Metadata-Version: 2.4
Name: fsspec-databricks
Version: 0.1.2
Summary: `fsspec`-based file system interface for Databricks file system"s"
Project-URL: Homepage, https://github.com/sugibuchi/fsspec-databricks
Author-email: Tsuyoshi SUGIBUCHI <sugibuchi@gmail.com>
License-Expression: Apache-2.0
License-File: LICENSE
Keywords: databricks,filesystem,fsspec
Classifier: Development Status :: 4 - Beta
Classifier: Intended Audience :: Developers
Classifier: Intended Audience :: Science/Research
Classifier: Intended Audience :: System Administrators
Classifier: License :: OSI Approved :: Apache Software License
Classifier: Operating System :: OS Independent
Classifier: Programming Language :: Python :: 3.10
Classifier: Programming Language :: Python :: 3.11
Classifier: Programming Language :: Python :: 3.12
Classifier: Programming Language :: Python :: 3.13
Classifier: Programming Language :: Python :: 3.14
Requires-Python: >=3.10
Requires-Dist: aiohttp
Requires-Dist: databricks-sdk
Requires-Dist: fsspec
Description-Content-Type: text/markdown

# fsspec-databricks

![PyPI - Version](https://img.shields.io/pypi/v/fsspec-databricks?color=blue)
[![codecov](https://codecov.io/github/sugibuchi/fsspec-databricks/graph/badge.svg?token=RKC8T20CEE)](https://codecov.io/github/sugibuchi/fsspec-databricks)

File system interface for Databricks file system"s".

`fsspec-databricks` provides a [fsspec](https://filesystem-spec.readthedocs.io/en/latest/)-compliant file system
implementation that unifies access to Databricks file systems, including:

* [Unity Catalog Volumes](https://docs.databricks.com/aws/en/volumes/)
* [Workspace files](https://docs.databricks.com/aws/en/files/workspace)
* [Legacy DBFS (Databricks File System)](https://docs.databricks.com/aws/en/dbfs/)

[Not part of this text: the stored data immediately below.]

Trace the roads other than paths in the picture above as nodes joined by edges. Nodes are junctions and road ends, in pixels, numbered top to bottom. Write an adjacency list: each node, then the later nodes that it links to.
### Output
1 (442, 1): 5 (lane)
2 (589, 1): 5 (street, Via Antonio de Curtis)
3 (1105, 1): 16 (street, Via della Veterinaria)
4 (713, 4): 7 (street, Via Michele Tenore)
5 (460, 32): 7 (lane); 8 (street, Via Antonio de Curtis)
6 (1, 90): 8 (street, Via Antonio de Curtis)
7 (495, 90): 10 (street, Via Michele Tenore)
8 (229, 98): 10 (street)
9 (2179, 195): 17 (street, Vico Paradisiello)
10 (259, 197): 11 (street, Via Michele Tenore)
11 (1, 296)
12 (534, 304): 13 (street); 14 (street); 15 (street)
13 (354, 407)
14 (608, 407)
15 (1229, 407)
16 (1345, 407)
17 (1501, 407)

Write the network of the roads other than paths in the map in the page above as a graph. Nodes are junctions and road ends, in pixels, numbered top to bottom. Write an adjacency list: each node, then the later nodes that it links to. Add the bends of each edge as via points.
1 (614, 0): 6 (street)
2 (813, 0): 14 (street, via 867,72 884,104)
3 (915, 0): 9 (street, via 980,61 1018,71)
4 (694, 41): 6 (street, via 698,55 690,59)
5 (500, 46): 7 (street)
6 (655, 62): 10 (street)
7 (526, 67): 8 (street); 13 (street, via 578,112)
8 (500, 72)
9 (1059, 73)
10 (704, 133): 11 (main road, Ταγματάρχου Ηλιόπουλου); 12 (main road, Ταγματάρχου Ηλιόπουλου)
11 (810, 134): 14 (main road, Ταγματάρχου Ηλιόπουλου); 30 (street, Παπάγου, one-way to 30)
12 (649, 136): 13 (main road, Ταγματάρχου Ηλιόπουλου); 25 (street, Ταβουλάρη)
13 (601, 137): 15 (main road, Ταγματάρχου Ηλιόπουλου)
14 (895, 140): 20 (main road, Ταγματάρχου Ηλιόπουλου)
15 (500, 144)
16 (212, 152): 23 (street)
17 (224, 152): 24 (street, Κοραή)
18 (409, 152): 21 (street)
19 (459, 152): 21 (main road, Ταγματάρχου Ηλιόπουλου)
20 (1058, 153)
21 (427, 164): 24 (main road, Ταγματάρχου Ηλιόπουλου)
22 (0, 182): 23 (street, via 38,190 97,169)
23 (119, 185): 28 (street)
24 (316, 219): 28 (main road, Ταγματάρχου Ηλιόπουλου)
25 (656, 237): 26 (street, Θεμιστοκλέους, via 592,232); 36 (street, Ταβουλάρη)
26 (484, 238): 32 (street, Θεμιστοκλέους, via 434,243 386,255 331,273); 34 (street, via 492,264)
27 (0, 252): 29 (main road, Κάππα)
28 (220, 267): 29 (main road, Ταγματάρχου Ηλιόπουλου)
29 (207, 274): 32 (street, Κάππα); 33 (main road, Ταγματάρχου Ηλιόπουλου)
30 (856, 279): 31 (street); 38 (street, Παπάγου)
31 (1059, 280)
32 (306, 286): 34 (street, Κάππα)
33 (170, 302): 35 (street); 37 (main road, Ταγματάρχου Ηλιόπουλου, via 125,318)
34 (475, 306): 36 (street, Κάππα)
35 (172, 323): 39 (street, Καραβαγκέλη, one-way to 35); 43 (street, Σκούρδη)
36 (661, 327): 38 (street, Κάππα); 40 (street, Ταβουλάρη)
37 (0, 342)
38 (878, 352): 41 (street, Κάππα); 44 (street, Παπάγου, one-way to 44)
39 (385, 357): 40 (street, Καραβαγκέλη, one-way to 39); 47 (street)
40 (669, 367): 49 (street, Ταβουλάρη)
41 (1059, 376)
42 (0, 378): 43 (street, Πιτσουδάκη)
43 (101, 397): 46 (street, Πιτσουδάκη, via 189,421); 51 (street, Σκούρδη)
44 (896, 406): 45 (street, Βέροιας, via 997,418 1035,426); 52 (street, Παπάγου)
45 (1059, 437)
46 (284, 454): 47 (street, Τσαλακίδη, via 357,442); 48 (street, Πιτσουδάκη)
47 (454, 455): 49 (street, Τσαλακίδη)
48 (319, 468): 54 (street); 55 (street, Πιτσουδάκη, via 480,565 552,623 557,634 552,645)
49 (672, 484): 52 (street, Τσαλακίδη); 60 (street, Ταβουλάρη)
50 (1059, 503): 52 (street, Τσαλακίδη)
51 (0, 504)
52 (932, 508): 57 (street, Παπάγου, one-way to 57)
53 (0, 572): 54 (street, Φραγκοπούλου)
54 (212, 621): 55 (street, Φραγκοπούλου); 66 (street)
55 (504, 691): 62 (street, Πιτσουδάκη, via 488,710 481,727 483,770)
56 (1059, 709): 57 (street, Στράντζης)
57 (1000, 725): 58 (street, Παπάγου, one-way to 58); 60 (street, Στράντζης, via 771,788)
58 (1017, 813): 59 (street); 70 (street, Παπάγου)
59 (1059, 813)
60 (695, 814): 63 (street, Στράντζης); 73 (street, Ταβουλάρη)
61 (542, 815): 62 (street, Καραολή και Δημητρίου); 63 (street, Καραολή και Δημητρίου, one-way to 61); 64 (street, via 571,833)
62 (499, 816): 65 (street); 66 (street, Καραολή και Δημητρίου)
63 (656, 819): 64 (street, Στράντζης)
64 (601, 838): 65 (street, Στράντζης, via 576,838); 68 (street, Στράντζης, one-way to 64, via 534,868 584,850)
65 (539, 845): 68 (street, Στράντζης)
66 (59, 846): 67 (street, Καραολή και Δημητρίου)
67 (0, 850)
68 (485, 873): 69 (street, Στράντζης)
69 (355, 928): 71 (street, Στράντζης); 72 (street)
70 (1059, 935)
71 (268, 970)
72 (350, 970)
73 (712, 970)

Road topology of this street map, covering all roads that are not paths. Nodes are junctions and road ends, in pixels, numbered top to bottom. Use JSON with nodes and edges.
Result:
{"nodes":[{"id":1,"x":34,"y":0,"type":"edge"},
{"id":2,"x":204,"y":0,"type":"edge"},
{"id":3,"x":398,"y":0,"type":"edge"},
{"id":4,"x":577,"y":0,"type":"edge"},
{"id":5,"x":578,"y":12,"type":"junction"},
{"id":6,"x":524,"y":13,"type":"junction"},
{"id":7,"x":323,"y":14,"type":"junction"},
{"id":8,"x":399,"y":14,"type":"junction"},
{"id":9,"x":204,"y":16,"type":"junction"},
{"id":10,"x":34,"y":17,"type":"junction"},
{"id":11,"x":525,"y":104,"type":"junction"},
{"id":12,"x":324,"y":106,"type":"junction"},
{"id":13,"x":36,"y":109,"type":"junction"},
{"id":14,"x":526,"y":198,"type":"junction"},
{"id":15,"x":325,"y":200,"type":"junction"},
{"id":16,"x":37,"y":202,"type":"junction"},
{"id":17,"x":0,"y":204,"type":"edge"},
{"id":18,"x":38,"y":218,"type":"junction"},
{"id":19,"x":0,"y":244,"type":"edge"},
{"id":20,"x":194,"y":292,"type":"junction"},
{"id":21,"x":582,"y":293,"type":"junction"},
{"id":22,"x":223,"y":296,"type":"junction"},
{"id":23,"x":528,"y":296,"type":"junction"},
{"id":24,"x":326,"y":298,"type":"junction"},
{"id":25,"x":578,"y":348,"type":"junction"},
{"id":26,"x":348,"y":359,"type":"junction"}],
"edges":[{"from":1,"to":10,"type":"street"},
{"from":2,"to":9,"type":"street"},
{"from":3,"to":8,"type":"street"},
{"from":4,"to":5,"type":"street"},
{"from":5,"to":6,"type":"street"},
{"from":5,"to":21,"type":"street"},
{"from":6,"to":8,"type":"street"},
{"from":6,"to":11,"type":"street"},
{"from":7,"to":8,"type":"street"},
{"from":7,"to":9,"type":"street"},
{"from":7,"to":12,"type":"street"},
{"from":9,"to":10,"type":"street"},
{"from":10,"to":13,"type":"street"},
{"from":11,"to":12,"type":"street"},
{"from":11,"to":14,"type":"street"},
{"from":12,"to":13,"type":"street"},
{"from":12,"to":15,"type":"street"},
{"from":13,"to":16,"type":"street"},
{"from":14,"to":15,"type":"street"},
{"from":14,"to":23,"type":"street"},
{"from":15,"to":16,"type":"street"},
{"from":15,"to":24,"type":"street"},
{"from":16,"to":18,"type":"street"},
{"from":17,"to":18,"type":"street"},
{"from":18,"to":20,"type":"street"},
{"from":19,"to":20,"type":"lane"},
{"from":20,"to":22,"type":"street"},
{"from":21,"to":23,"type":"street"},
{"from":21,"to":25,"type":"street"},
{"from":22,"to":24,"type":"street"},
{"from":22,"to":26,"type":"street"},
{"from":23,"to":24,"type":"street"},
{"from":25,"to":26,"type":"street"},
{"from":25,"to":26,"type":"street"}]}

The library routes `dbfs:/` and POSIX-style paths to the appropriate Databricks file system implementation
and supports copying and streaming between them.

## Features

* Provides seamless access to files in different Databricks file systems with DBFS URLs (`dbfs:/path/to/file`) or POSIX
  paths (`/path/to/file`).
    * Automatically routes file operations to appropriate file systems based on file path patterns.
    * Implements file operations across different file systems, for example, copying a file from Workspace to Unity
      Catalog Volume or vice versa.
* Fallback to the local file system access when running within a Databricks workspace.
* Implemented on [Databricks Python SDK](https://github.com/databricks/databricks-sdk-py).
    * Uses [Databricks Unified Authentication](https://docs.databricks.com/aws/en/dev-tools/auth/unified-auth)

## Compatibility

* Python 3.10 to 3.14
* `databricks-sdk`: 0.99.0 or later
* Databricks workspace: Tested on the following environments at the moment.
    * Azure Databricks
    * Databricks Free Edition

## Getting started

### Installation

You can install [`fsspec-databricks`](https://pypi.org/project/fsspec-databricks/) from PyPI.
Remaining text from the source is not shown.